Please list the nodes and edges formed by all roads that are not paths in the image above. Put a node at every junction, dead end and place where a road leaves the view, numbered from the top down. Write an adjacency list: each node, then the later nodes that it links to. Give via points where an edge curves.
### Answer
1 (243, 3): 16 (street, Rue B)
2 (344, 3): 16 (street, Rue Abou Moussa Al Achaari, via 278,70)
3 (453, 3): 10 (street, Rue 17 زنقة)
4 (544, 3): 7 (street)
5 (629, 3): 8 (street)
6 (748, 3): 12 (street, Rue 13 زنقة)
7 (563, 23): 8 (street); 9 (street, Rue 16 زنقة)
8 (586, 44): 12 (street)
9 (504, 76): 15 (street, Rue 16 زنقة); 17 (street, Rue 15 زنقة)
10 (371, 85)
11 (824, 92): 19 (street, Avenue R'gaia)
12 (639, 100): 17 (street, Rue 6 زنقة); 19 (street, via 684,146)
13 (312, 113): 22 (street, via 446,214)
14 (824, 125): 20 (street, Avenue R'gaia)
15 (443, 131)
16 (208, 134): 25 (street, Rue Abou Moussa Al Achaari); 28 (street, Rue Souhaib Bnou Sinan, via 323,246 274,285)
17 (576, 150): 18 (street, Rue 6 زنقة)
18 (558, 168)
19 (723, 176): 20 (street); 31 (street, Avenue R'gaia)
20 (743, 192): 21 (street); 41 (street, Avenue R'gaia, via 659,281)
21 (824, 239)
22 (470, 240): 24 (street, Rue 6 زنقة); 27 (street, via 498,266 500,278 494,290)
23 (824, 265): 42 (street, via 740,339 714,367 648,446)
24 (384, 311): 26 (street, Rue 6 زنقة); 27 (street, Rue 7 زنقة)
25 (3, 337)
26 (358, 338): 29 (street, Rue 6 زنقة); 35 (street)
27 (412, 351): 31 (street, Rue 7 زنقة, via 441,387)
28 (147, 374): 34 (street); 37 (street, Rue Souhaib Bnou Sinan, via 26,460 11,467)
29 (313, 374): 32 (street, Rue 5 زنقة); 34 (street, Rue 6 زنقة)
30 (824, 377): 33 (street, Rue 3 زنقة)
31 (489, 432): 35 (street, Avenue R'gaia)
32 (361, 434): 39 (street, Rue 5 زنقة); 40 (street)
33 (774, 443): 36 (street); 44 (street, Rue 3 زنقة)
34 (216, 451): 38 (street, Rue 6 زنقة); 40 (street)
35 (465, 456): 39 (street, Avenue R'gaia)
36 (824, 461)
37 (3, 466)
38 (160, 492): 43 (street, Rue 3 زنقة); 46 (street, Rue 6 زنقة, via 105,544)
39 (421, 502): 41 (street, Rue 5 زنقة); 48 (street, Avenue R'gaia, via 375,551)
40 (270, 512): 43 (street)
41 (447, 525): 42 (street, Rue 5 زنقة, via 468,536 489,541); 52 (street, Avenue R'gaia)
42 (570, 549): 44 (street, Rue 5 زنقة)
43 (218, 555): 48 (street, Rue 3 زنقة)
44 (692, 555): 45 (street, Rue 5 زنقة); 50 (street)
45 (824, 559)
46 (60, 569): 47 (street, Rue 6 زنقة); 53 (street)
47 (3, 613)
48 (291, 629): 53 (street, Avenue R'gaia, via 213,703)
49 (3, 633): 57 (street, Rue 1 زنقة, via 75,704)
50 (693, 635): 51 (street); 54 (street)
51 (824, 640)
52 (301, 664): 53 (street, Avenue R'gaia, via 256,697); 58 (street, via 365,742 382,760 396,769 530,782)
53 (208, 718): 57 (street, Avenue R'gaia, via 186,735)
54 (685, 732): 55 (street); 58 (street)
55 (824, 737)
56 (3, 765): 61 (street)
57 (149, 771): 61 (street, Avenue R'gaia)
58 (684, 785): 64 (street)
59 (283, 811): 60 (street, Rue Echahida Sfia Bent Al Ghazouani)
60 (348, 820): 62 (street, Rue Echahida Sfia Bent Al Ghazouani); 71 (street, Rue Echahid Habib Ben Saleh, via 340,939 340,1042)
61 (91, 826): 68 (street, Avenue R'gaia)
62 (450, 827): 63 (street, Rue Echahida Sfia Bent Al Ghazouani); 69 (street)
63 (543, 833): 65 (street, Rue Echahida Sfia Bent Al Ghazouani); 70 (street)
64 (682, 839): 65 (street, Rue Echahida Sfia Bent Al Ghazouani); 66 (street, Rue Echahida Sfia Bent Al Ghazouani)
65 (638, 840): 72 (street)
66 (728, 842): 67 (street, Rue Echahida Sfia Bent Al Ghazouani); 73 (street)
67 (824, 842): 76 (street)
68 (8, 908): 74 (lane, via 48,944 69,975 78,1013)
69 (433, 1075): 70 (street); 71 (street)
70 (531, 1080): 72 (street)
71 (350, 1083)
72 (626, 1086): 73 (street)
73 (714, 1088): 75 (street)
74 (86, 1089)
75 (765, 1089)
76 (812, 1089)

• • • • •

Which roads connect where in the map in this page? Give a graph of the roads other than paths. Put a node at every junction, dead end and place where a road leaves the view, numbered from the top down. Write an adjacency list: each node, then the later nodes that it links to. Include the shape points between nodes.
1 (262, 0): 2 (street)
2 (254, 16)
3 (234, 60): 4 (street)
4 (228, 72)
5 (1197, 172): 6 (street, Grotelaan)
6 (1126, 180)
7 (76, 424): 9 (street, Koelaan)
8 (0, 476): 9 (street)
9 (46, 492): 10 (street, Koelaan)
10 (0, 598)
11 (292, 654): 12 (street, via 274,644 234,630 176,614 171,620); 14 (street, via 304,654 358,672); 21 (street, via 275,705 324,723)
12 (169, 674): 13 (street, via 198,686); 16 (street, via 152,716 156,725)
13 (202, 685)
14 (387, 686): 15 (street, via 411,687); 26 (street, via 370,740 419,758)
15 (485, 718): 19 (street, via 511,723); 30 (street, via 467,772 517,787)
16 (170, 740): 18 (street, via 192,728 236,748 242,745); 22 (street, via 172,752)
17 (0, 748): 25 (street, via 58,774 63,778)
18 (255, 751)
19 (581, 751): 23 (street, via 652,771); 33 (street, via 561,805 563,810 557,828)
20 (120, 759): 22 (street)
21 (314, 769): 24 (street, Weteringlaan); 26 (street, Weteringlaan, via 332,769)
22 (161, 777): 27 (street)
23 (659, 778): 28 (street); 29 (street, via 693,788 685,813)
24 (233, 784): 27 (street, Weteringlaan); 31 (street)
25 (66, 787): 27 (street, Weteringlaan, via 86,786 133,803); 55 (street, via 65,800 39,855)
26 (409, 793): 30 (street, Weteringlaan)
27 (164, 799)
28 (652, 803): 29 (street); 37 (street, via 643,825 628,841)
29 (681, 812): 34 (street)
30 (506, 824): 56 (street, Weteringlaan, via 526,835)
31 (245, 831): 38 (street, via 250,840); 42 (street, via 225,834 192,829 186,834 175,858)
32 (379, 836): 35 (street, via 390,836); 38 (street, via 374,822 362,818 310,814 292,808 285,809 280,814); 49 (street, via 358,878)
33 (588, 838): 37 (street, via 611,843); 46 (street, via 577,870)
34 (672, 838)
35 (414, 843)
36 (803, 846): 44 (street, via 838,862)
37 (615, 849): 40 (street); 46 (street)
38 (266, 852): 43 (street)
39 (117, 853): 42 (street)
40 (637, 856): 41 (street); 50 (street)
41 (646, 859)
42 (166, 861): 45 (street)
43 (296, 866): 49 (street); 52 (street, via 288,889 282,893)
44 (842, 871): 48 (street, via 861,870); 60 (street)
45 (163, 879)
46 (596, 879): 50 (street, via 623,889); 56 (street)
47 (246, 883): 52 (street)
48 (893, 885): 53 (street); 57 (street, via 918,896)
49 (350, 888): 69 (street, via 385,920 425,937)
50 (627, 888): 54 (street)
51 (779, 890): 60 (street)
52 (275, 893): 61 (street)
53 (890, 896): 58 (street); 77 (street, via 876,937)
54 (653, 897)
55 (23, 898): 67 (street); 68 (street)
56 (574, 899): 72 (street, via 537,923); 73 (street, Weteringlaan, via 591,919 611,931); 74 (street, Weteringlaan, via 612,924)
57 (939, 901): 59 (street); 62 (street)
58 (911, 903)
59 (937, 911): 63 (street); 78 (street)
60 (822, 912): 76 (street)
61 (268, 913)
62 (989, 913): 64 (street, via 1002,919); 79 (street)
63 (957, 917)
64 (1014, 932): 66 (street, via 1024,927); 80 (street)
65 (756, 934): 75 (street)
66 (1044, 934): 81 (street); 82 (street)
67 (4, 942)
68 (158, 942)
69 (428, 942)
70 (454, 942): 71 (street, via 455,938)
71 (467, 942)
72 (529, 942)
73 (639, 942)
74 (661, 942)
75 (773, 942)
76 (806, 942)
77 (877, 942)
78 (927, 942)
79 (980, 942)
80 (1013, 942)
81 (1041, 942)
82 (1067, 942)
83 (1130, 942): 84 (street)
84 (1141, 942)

• • • • •

Go over the entries above and tally the lines holding "from"; please answer with the number alone.

● TASK OUTPUT: 2